Thursday, July 24, 2008

The staggering butterfly

Time passed, quite a lot of time. I stuck a cigarette in my mouth but didn't light it. The Good Humor man went by in his little blue and white wagon, playing Turkey in the Straw on his music box. A large black and gold butterfly fishtailed in and landed on a hydrangea bush almost at my elbow, moved its wings slowly up and down a few times, then took off heavily and staggered away through the motionless hot scented air.
--from The High Window by Raymond Chandler
In trying to keep up my practice of book-blogging on the other blog which will soon be defunct, here's another quote from Raymond Chandler.
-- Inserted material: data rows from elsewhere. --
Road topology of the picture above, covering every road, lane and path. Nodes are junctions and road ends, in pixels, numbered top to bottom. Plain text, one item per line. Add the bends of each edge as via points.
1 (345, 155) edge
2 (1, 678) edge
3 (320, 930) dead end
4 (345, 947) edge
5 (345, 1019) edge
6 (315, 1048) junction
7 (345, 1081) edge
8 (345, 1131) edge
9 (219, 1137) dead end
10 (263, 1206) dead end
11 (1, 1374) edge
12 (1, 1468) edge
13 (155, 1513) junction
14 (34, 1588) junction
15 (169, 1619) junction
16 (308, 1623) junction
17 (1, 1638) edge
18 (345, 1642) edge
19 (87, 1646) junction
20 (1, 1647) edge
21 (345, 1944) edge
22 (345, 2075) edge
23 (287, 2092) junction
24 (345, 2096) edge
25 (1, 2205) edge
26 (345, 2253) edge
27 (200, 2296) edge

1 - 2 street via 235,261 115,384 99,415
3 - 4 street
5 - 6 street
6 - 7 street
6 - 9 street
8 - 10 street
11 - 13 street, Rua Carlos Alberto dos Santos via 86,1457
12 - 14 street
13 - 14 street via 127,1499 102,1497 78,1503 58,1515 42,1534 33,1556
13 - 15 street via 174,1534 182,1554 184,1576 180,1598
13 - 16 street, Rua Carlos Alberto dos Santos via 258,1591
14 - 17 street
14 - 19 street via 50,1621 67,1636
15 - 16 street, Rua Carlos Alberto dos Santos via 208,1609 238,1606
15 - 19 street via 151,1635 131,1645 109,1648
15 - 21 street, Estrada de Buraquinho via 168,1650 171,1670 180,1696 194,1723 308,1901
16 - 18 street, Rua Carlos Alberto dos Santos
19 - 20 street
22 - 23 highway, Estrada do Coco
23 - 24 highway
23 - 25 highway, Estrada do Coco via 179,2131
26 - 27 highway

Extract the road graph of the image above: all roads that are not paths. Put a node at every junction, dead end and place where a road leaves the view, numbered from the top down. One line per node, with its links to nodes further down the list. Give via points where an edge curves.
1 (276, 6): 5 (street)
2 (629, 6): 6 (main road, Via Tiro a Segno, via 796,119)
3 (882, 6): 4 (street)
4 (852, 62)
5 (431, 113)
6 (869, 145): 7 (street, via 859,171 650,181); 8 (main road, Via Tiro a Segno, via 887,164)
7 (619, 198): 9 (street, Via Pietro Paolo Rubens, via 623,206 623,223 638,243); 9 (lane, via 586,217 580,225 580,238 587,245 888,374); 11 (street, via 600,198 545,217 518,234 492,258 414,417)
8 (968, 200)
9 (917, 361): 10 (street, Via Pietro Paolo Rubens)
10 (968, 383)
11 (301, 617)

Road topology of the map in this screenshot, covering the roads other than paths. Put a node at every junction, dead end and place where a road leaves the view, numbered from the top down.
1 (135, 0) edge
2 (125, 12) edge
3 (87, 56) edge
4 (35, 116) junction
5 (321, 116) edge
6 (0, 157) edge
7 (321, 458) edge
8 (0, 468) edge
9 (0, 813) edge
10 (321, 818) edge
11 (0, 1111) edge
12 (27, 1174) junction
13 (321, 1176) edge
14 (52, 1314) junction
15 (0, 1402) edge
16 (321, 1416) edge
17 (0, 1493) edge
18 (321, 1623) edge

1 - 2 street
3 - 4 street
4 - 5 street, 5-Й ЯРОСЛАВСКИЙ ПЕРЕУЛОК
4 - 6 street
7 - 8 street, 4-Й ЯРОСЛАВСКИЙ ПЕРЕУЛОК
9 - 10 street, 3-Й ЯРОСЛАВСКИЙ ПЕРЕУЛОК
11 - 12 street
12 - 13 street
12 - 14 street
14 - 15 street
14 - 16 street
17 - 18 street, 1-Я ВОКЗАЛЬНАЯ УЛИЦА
A few paragraphs before this one there was a strange word I had never seen before and had to look up: deodar, which means "A tall cedar (Cedrus deodara) native to the Himalaya Mountains and having drooping branches and dark bluish-green leaves, often with white, light green, or yellow new growth in cultivars." [Free Dictionary]. The High Window starts out with Marlowe describing the hot, oppressive atmosphere of the day. The butterfly taking off heavily and staggering away is a perfect accent for the surroundings and the weather he was describing.

And what is it with Turkey in the Straw and ice cream trucks? A universal phenomenon, apparently. Remember The Believers? I don't think it was that song that the ice cream truck was playing at the beginning of that movie, but when I heard that music and saw that truck creeping over the hill I got a serious case of the shivers. That was the scariest part of that whole movie.

I think this is also the story in which Chandler (as Marlowe) describes a woman as having "a face like a bucket of mud." That's one of my favorite descriptions of all time. Short, succinct and unusual, yet you know immediately what he's talking about. It's another line that I've always remembered.